21. A person wishes to row across a river 500 m wide. The boat is pointed directly across the river and rowed at 2 km.hr-1 relative to the water. The current is 4 km.hr-1 relative to the river bank. Find
(a) how long it takes to cross the river.
(b) where the person lands in relation to the start.

---------- The resultant speed of the boat will be increased by the current down the river. However, as the current is at right angles to the speed across the river, there is no increase or decrease to the speed across the river. Speed across river = width of river/time to cross Re-writing: Time to cross = width of river/speed across river Time = 0.5/2 = 0.25 h or 15 minutes Similarly, as the boat speed across the river is at right angles to the current down the river, there is no increase or decrease to the speed down the river. 4 km/h downstream for 1/4 h gives a landing distance of 1 km downstream.

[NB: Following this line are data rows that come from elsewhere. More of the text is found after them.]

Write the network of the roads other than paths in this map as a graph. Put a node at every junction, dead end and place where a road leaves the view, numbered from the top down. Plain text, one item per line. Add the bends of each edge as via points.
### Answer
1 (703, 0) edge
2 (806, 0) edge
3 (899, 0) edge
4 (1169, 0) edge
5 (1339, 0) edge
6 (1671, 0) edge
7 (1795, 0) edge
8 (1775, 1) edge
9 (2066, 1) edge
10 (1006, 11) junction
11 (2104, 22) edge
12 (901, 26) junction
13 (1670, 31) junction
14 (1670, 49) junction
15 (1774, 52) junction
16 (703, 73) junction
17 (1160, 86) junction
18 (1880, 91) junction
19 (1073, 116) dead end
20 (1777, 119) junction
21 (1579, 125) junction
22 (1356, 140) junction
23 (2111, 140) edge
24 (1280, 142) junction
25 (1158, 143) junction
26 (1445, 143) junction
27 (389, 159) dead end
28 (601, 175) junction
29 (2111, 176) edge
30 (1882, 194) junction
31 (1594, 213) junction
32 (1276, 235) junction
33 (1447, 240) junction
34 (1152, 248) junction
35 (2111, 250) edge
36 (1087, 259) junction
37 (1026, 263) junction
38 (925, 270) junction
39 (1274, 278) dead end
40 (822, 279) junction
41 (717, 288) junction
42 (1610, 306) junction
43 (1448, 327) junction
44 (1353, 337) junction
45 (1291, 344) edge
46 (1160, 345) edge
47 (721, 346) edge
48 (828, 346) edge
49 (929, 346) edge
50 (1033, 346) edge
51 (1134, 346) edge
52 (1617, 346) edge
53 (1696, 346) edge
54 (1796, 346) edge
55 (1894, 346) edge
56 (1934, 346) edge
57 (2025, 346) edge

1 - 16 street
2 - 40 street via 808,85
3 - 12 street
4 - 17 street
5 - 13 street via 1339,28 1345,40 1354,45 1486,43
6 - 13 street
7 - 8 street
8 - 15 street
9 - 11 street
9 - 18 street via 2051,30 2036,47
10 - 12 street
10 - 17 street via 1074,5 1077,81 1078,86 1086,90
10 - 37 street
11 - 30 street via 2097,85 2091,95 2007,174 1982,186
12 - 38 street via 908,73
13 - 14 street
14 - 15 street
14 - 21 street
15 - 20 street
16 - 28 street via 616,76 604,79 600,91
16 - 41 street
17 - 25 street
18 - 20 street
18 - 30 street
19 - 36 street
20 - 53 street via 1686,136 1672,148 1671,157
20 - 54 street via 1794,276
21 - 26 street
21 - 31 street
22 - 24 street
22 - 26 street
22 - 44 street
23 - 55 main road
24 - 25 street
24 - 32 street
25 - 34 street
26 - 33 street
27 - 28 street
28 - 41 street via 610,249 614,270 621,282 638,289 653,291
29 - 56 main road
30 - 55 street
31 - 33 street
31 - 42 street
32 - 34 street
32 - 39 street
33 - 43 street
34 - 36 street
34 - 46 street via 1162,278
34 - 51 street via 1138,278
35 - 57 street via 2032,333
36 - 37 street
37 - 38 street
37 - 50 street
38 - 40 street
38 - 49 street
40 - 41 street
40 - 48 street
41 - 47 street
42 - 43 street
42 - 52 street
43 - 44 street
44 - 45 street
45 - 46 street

Note that the resultant velocity of the boat is 4.47 km/h 63.40 clockwise from the boat direction. The resulant displacement is given by 500/cos63.40 = 1117 m. When similar vectors are added at right angles their effects can be treated separately.

22. A watch has a second hand which is 20 mm long. Find
(a) the speed of the tip of the second hand.
(b) the velocity of the second hand at 0 s and 15 s.
(c) the change in velocity between 0 s and 15 s.
(d) the average (vector) acceleration between 0 s and 15 s.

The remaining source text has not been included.